Saved data entries
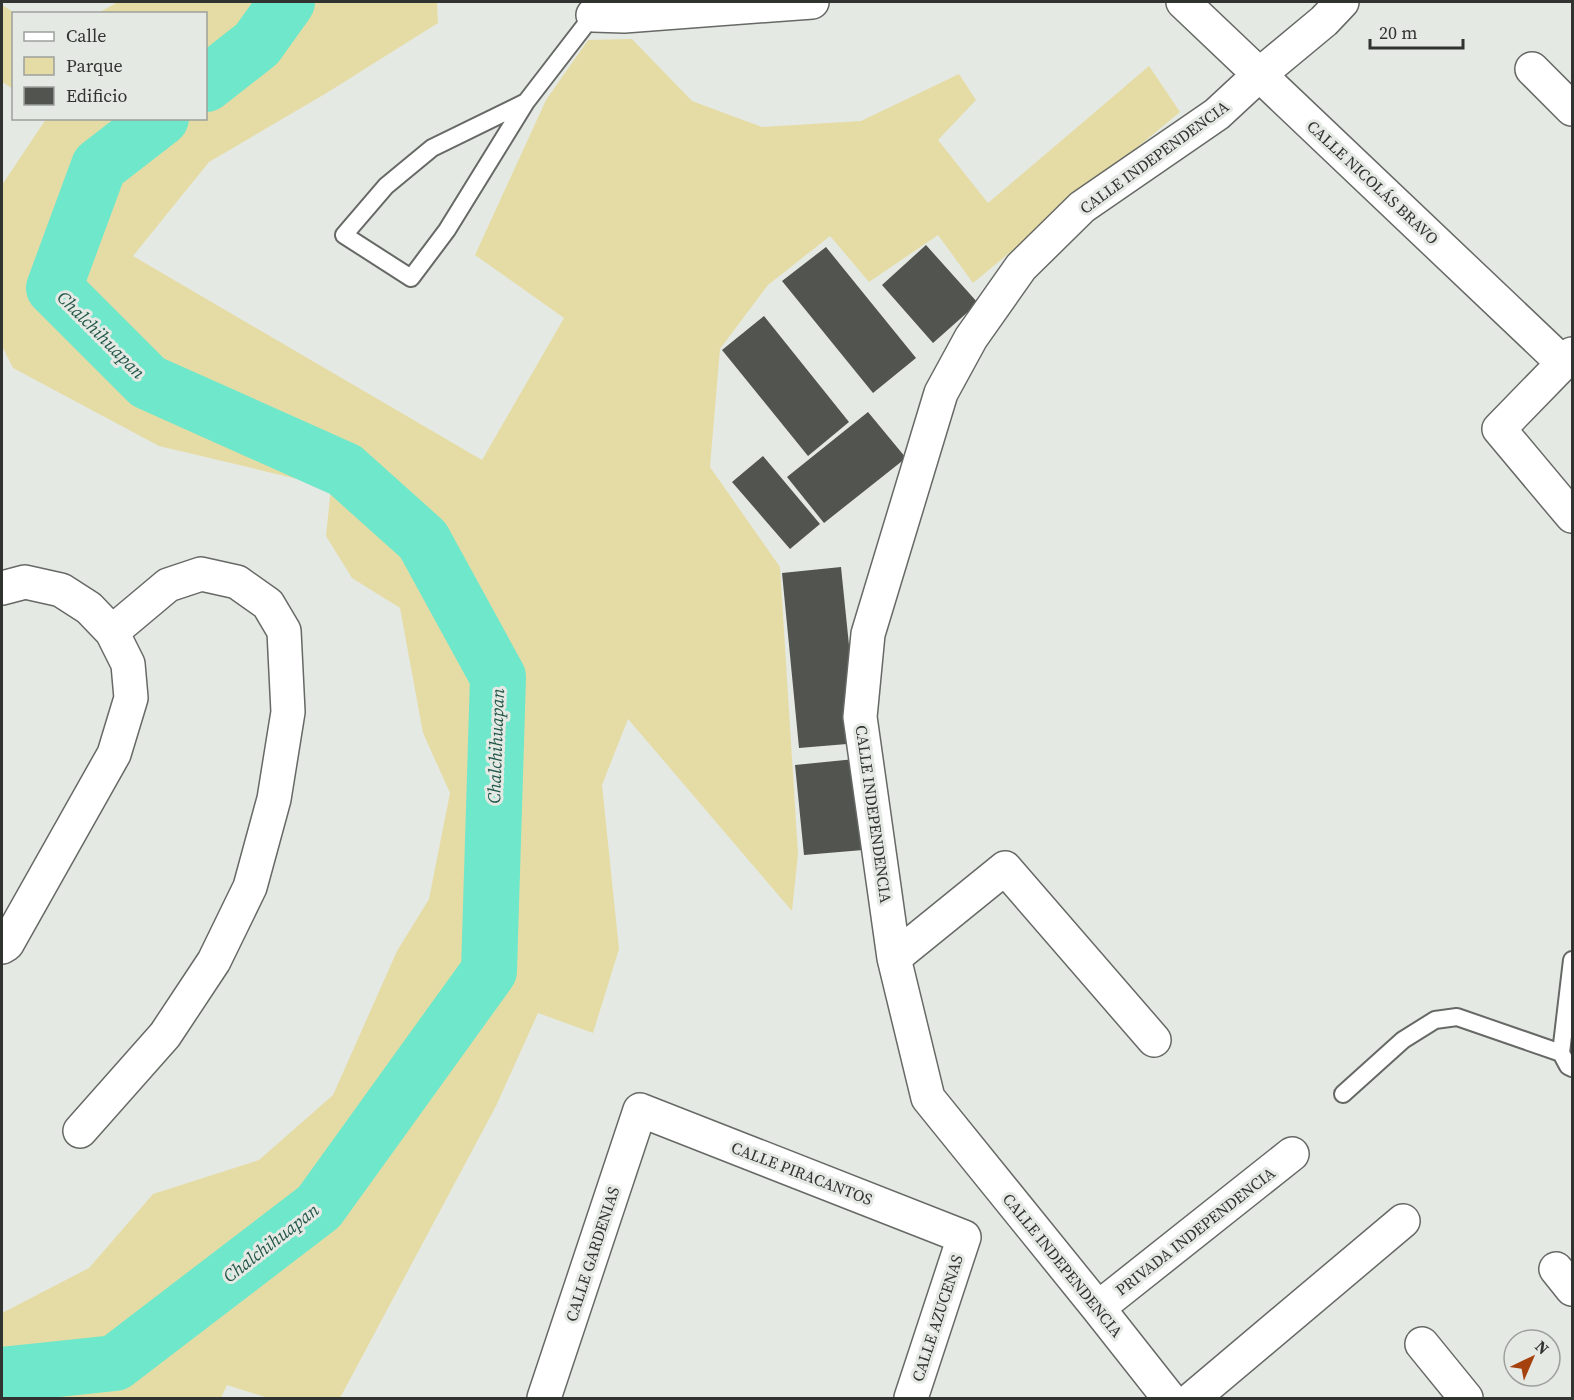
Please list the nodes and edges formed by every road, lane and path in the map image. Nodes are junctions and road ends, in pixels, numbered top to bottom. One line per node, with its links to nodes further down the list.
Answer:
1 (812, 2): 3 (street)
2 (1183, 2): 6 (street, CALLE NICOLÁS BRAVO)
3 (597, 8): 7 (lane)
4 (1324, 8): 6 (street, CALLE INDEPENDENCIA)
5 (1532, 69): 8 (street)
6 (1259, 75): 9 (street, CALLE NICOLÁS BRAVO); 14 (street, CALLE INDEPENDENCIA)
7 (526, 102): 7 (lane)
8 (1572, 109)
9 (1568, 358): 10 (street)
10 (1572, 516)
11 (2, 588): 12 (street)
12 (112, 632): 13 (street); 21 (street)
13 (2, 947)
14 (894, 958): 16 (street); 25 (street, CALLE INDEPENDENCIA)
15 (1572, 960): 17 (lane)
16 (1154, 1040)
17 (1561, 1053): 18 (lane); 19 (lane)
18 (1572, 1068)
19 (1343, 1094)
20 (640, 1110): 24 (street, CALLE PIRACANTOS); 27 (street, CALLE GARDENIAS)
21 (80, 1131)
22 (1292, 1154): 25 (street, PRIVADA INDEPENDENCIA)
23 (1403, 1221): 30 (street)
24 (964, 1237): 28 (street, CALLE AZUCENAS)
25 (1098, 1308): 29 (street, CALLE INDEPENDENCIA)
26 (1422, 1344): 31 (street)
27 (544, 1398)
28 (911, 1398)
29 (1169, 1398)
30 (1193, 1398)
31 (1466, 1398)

* * *

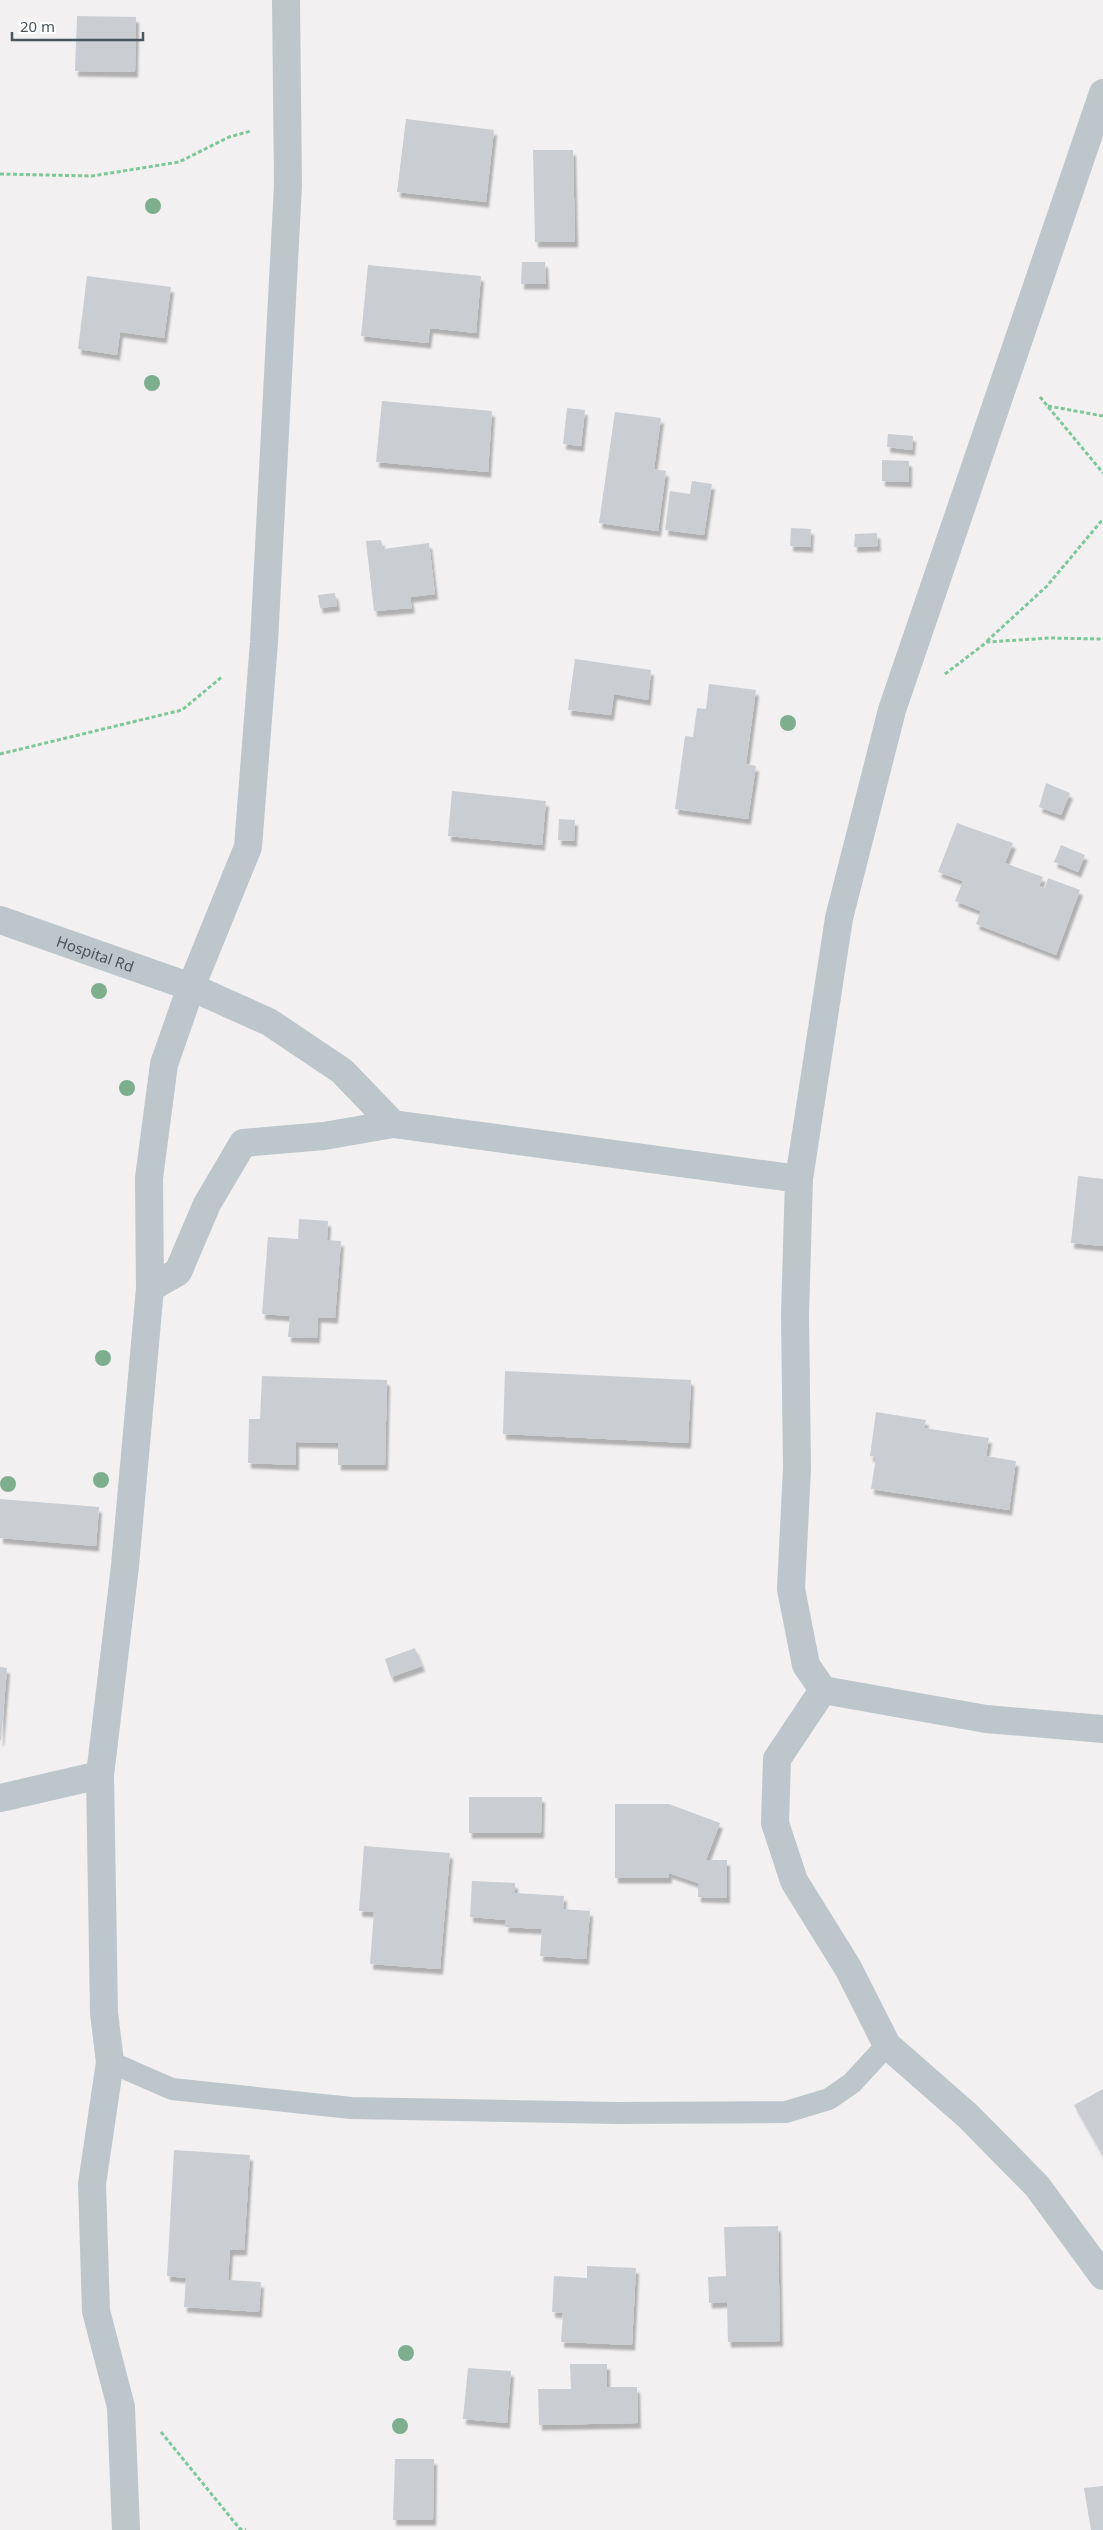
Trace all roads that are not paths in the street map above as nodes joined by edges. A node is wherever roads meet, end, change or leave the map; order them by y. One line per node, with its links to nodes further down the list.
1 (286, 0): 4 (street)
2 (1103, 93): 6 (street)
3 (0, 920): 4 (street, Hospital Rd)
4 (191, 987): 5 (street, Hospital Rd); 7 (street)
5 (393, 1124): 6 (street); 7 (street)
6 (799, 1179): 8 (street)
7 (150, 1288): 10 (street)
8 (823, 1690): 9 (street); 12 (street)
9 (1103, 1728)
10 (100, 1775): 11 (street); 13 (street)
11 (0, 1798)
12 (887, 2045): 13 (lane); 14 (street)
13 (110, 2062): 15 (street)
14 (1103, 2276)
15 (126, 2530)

--

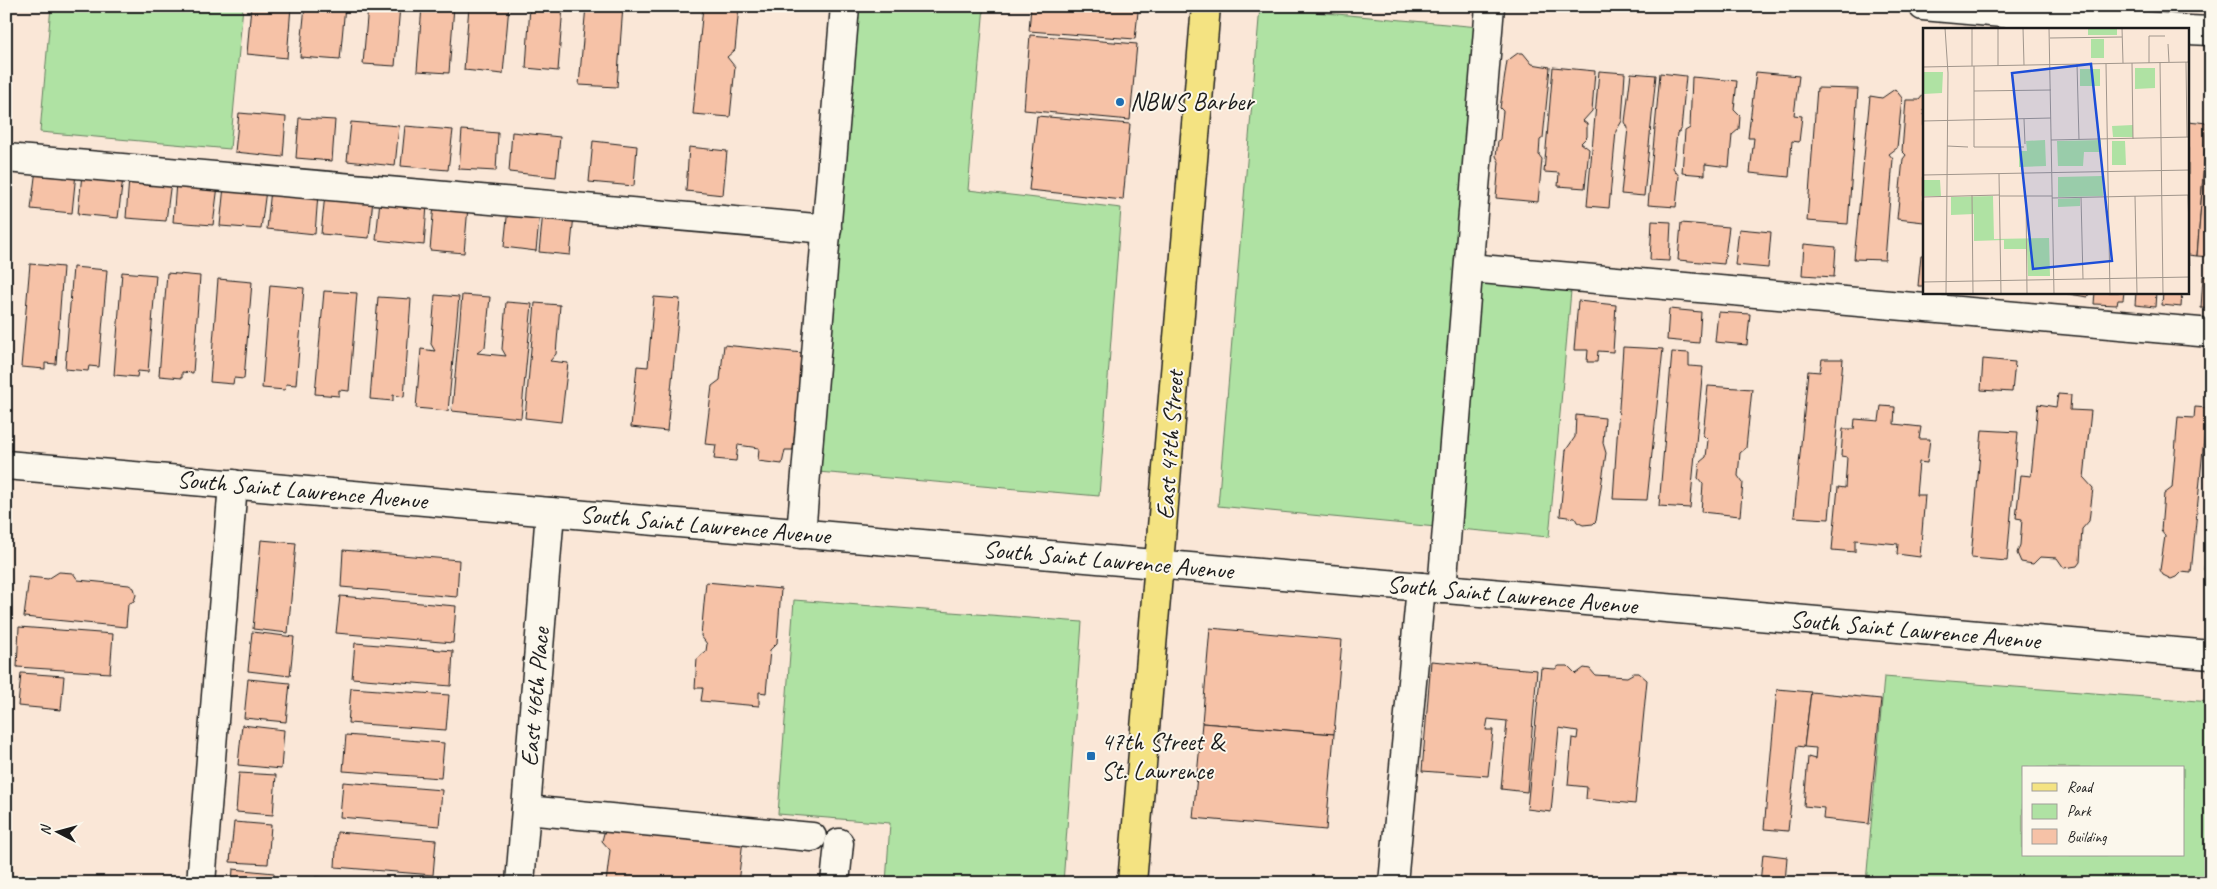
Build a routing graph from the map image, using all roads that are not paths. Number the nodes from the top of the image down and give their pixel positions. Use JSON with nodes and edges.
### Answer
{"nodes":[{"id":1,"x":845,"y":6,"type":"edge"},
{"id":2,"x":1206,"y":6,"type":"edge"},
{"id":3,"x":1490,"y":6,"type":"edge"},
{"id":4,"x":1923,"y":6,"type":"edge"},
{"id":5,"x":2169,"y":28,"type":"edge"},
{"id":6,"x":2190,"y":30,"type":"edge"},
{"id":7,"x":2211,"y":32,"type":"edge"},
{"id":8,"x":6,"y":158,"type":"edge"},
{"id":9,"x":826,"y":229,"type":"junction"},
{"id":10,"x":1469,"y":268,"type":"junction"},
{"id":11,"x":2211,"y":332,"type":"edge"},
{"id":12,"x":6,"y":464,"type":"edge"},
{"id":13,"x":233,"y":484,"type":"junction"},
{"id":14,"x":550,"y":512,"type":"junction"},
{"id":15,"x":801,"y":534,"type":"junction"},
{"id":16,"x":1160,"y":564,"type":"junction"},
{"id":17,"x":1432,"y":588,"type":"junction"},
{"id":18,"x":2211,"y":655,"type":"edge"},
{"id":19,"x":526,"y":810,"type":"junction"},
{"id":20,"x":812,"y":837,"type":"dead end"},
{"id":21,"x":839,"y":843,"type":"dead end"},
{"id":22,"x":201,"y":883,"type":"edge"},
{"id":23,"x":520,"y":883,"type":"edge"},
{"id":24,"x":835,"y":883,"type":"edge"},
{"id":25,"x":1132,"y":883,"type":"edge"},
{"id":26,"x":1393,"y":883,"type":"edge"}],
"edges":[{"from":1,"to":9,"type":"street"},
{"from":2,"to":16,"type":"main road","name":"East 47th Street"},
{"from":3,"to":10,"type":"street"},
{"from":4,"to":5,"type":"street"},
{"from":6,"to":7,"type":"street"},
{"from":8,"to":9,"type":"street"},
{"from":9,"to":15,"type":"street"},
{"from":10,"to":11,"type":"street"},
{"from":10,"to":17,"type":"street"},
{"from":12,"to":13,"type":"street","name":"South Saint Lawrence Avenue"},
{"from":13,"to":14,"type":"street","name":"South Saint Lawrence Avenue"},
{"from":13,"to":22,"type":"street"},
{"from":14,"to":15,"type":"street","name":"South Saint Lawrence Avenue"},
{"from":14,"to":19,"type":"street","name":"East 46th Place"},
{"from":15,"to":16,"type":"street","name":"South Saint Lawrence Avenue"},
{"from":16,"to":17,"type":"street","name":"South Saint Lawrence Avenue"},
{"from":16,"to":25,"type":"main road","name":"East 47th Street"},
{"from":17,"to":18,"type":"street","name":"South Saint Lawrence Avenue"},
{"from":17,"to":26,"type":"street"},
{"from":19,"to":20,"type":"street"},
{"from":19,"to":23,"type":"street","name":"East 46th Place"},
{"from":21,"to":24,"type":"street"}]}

TASK DESCRIPTION: Which lines in the records above contain the string "image"? Copy them.

YOUR SOLUTION:
Please list the nodes and edges formed by every road, lane and path in the map image. Nodes are junctions and road ends, in pixels, numbered top to bottom. One line per node, with its links to nodes further down the list.
Build a routing graph from the map image, using all roads that are not paths. Number the nodes from the top of the image down and give their pixel positions. Use JSON with nodes and edges.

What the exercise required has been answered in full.